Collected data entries
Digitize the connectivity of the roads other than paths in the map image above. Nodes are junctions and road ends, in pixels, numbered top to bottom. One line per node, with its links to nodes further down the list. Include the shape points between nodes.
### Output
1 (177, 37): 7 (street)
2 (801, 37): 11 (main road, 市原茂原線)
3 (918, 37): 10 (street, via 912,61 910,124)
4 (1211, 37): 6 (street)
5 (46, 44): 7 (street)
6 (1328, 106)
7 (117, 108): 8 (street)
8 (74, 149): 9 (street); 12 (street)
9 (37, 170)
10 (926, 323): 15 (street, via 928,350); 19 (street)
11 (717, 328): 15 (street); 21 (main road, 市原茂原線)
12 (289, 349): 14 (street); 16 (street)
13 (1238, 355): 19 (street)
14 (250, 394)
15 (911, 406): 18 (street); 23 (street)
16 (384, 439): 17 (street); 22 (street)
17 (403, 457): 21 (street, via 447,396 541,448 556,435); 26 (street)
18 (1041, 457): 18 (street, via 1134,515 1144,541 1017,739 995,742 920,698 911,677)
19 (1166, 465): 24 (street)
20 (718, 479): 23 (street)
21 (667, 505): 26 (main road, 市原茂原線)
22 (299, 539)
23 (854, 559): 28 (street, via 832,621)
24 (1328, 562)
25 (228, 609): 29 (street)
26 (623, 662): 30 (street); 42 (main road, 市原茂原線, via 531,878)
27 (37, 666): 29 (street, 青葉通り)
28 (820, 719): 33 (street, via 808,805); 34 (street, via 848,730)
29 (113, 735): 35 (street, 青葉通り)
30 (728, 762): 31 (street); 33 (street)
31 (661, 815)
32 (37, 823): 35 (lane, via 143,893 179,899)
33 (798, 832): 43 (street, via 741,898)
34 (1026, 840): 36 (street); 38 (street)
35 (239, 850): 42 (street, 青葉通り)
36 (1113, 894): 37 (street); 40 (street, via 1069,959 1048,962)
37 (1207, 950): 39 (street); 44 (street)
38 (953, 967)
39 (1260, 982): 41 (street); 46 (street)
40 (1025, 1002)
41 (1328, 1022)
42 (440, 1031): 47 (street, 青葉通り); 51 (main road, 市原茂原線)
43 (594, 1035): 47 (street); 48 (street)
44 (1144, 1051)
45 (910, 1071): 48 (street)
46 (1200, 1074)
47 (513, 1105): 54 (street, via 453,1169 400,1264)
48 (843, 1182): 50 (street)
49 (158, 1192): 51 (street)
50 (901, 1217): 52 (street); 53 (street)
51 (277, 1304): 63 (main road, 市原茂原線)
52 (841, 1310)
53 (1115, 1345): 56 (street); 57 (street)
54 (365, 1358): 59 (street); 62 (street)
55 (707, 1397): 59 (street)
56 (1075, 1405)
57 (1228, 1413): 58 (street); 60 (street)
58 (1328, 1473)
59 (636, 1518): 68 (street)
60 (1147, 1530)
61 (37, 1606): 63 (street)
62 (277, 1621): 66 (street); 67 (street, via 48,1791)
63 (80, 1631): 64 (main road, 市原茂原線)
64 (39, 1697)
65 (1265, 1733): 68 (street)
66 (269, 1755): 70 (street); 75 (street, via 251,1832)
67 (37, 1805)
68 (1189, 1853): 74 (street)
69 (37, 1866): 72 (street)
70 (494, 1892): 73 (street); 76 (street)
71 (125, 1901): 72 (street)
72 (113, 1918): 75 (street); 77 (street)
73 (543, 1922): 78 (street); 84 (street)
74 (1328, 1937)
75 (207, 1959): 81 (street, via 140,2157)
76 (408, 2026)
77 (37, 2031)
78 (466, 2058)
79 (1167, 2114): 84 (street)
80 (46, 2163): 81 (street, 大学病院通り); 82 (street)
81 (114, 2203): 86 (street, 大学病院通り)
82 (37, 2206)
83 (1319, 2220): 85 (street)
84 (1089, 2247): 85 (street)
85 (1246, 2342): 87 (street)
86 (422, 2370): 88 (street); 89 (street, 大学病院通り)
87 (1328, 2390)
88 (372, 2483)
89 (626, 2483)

> **WHAT IS BEING ASKED**: Your answer must consist of every line above, transcribed verbatim.

> **ANSWER TO THE EXERCISE**:
Digitize the connectivity of the roads other than paths in the map image above. Nodes are junctions and road ends, in pixels, numbered top to bottom. One line per node, with its links to nodes further down the list. Include the shape points between nodes.
### Output
1 (177, 37): 7 (street)
2 (801, 37): 11 (main road, 市原茂原線)
3 (918, 37): 10 (street, via 912,61 910,124)
4 (1211, 37): 6 (street)
5 (46, 44): 7 (street)
6 (1328, 106)
7 (117, 108): 8 (street)
8 (74, 149): 9 (street); 12 (street)
9 (37, 170)
10 (926, 323): 15 (street, via 928,350); 19 (street)
11 (717, 328): 15 (street); 21 (main road, 市原茂原線)
12 (289, 349): 14 (street); 16 (street)
13 (1238, 355): 19 (street)
14 (250, 394)
15 (911, 406): 18 (street); 23 (street)
16 (384, 439): 17 (street); 22 (street)
17 (403, 457): 21 (street, via 447,396 541,448 556,435); 26 (street)
18 (1041, 457): 18 (street, via 1134,515 1144,541 1017,739 995,742 920,698 911,677)
19 (1166, 465): 24 (street)
20 (718, 479): 23 (street)
21 (667, 505): 26 (main road, 市原茂原線)
22 (299, 539)
23 (854, 559): 28 (street, via 832,621)
24 (1328, 562)
25 (228, 609): 29 (street)
26 (623, 662): 30 (street); 42 (main road, 市原茂原線, via 531,878)
27 (37, 666): 29 (street, 青葉通り)
28 (820, 719): 33 (street, via 808,805); 34 (street, via 848,730)
29 (113, 735): 35 (street, 青葉通り)
30 (728, 762): 31 (street); 33 (street)
31 (661, 815)
32 (37, 823): 35 (lane, via 143,893 179,899)
33 (798, 832): 43 (street, via 741,898)
34 (1026, 840): 36 (street); 38 (street)
35 (239, 850): 42 (street, 青葉通り)
36 (1113, 894): 37 (street); 40 (street, via 1069,959 1048,962)
37 (1207, 950): 39 (street); 44 (street)
38 (953, 967)
39 (1260, 982): 41 (street); 46 (street)
40 (1025, 1002)
41 (1328, 1022)
42 (440, 1031): 47 (street, 青葉通り); 51 (main road, 市原茂原線)
43 (594, 1035): 47 (street); 48 (street)
44 (1144, 1051)
45 (910, 1071): 48 (street)
46 (1200, 1074)
47 (513, 1105): 54 (street, via 453,1169 400,1264)
48 (843, 1182): 50 (street)
49 (158, 1192): 51 (street)
50 (901, 1217): 52 (street); 53 (street)
51 (277, 1304): 63 (main road, 市原茂原線)
52 (841, 1310)
53 (1115, 1345): 56 (street); 57 (street)
54 (365, 1358): 59 (street); 62 (street)
55 (707, 1397): 59 (street)
56 (1075, 1405)
57 (1228, 1413): 58 (street); 60 (street)
58 (1328, 1473)
59 (636, 1518): 68 (street)
60 (1147, 1530)
61 (37, 1606): 63 (street)
62 (277, 1621): 66 (street); 67 (street, via 48,1791)
63 (80, 1631): 64 (main road, 市原茂原線)
64 (39, 1697)
65 (1265, 1733): 68 (street)
66 (269, 1755): 70 (street); 75 (street, via 251,1832)
67 (37, 1805)
68 (1189, 1853): 74 (street)
69 (37, 1866): 72 (street)
70 (494, 1892): 73 (street); 76 (street)
71 (125, 1901): 72 (street)
72 (113, 1918): 75 (street); 77 (street)
73 (543, 1922): 78 (street); 84 (street)
74 (1328, 1937)
75 (207, 1959): 81 (street, via 140,2157)
76 (408, 2026)
77 (37, 2031)
78 (466, 2058)
79 (1167, 2114): 84 (street)
80 (46, 2163): 81 (street, 大学病院通り); 82 (street)
81 (114, 2203): 86 (street, 大学病院通り)
82 (37, 2206)
83 (1319, 2220): 85 (street)
84 (1089, 2247): 85 (street)
85 (1246, 2342): 87 (street)
86 (422, 2370): 88 (street); 89 (street, 大学病院通り)
87 (1328, 2390)
88 (372, 2483)
89 (626, 2483)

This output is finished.